The famous science fiction and fantasy writer Michael Moorcock was rather a good customer for a year or two in the Cullum Street shop back in the 1970s — his The Sleeping Sorceress is on the catalogue. Science fiction was as mainstream as poetry at the time and there are some excellent further examples. Towards the end of the catalogue, there is Donald Weeks’ fine biography of Frederick William Rolfe, “the myopic, paranoiac near genius” known as “Baron Corvo”. Donald too was a customer — one of those customers you really learn from. Eric Quayle (The Collector’s Book of Books) was a regular catalogue customer for many years, as was Ronald Searle from his home in France.
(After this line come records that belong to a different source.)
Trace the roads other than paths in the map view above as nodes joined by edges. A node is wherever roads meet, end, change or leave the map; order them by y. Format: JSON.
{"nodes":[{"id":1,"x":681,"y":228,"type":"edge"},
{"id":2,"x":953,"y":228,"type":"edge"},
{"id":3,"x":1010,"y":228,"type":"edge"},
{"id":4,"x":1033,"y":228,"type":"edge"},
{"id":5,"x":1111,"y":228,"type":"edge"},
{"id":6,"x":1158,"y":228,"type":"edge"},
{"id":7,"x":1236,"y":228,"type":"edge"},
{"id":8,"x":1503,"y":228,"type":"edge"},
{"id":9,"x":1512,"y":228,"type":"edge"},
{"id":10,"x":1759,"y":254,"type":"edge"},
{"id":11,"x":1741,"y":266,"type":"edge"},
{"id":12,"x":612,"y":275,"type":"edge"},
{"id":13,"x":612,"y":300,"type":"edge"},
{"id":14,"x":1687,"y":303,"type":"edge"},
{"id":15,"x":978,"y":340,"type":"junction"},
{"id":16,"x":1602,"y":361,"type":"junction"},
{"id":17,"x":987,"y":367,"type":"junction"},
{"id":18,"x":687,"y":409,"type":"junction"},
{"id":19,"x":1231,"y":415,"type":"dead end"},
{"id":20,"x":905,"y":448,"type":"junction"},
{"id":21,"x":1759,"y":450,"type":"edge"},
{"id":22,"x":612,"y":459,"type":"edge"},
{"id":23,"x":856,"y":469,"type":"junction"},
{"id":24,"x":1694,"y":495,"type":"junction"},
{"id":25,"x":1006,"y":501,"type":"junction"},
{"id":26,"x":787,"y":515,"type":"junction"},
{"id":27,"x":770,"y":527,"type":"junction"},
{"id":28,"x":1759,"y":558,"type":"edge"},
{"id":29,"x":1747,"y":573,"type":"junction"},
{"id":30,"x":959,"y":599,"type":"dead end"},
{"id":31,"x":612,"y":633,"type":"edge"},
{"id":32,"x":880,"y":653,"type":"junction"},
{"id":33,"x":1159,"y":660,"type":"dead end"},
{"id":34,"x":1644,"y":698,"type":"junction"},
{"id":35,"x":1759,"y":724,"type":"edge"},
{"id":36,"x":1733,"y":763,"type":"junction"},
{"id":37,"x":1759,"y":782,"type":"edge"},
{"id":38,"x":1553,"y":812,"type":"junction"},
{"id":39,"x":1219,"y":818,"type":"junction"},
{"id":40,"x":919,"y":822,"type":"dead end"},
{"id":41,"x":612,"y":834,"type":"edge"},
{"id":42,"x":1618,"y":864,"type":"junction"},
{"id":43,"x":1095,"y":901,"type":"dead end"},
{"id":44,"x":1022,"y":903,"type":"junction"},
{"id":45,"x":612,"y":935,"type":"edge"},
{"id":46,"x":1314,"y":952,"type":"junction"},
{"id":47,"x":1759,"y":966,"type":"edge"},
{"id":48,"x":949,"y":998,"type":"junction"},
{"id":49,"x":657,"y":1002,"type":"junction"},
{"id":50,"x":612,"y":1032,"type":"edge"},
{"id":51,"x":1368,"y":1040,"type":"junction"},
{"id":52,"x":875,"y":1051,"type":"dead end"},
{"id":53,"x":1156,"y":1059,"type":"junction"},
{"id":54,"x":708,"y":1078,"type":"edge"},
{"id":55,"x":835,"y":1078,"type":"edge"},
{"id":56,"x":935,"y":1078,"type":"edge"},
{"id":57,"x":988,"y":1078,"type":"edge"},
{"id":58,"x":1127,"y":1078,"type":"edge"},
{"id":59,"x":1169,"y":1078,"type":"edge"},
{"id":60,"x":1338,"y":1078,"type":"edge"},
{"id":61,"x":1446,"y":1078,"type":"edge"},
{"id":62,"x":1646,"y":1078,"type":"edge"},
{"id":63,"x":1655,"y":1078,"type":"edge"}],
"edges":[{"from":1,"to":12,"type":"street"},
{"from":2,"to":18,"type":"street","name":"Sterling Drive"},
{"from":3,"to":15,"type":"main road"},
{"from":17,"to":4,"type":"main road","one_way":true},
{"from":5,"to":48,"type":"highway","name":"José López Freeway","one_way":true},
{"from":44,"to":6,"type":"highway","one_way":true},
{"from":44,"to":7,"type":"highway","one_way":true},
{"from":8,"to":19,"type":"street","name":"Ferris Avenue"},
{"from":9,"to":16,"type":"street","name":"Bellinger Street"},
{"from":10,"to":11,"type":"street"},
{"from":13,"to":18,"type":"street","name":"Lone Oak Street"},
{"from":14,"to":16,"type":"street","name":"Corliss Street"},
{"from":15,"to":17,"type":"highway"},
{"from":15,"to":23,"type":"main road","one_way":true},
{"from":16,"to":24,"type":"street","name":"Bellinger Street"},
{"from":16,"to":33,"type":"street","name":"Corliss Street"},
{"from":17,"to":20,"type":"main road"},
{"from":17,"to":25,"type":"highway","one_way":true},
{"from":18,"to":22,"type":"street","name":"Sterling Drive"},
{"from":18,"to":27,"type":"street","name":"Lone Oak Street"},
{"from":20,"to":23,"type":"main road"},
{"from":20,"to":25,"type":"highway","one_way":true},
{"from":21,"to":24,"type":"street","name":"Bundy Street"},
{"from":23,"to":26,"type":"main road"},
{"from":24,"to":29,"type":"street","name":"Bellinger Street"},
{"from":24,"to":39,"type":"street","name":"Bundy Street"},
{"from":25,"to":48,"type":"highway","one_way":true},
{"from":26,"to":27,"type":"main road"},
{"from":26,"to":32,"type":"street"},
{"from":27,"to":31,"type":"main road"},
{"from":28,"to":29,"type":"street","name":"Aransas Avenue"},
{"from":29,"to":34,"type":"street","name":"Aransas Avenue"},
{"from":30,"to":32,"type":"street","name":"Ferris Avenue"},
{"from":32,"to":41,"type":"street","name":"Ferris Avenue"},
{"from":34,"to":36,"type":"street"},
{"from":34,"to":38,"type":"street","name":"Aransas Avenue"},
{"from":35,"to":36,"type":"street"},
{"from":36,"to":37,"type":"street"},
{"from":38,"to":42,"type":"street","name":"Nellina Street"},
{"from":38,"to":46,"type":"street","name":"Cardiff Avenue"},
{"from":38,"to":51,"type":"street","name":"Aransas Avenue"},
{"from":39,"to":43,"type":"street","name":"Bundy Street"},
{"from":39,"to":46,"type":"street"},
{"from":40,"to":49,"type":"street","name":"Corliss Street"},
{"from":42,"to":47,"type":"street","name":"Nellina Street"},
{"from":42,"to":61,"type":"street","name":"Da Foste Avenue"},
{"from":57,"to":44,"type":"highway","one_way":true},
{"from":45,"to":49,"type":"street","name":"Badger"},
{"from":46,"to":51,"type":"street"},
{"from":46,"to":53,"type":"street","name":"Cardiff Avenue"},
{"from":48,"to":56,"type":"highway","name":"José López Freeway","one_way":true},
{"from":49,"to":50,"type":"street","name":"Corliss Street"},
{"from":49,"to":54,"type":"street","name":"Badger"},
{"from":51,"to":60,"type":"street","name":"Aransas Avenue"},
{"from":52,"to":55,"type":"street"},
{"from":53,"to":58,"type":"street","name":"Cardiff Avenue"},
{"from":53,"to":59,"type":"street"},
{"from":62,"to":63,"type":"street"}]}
Searle’s little squib, The Addict, is on the catalogue, but it was his 1989 Slightly Foxed — but Still Desirable : Ronald Searle’s Wicked World of Book Collecting which informed us what he really thought of the catalogues he was sent: “As any, even vaguely addicted book collector will have swiftly learned, most booksellers’ catalogues are written in a parallel language that can fool anyone but the cognoscenti and which makes the mysteries of the Rosetta Stone, or Linear B, look like something out of Enid Blyton”. I rather hope he did not have my catalogues in mind, but you can judge that for yourself.
An amplified version of the printed 1971 Catalogue is now online. There must be at least one book you would like — or perhaps you have a friend or relative coming up to their fiftieth birthday? Prices start at £20 and there is noting over £500.
Martyn Goff had a rather ordinary bookshop in Banstead, and I seem to remember that when he appeared in person, he often sported a bow tie.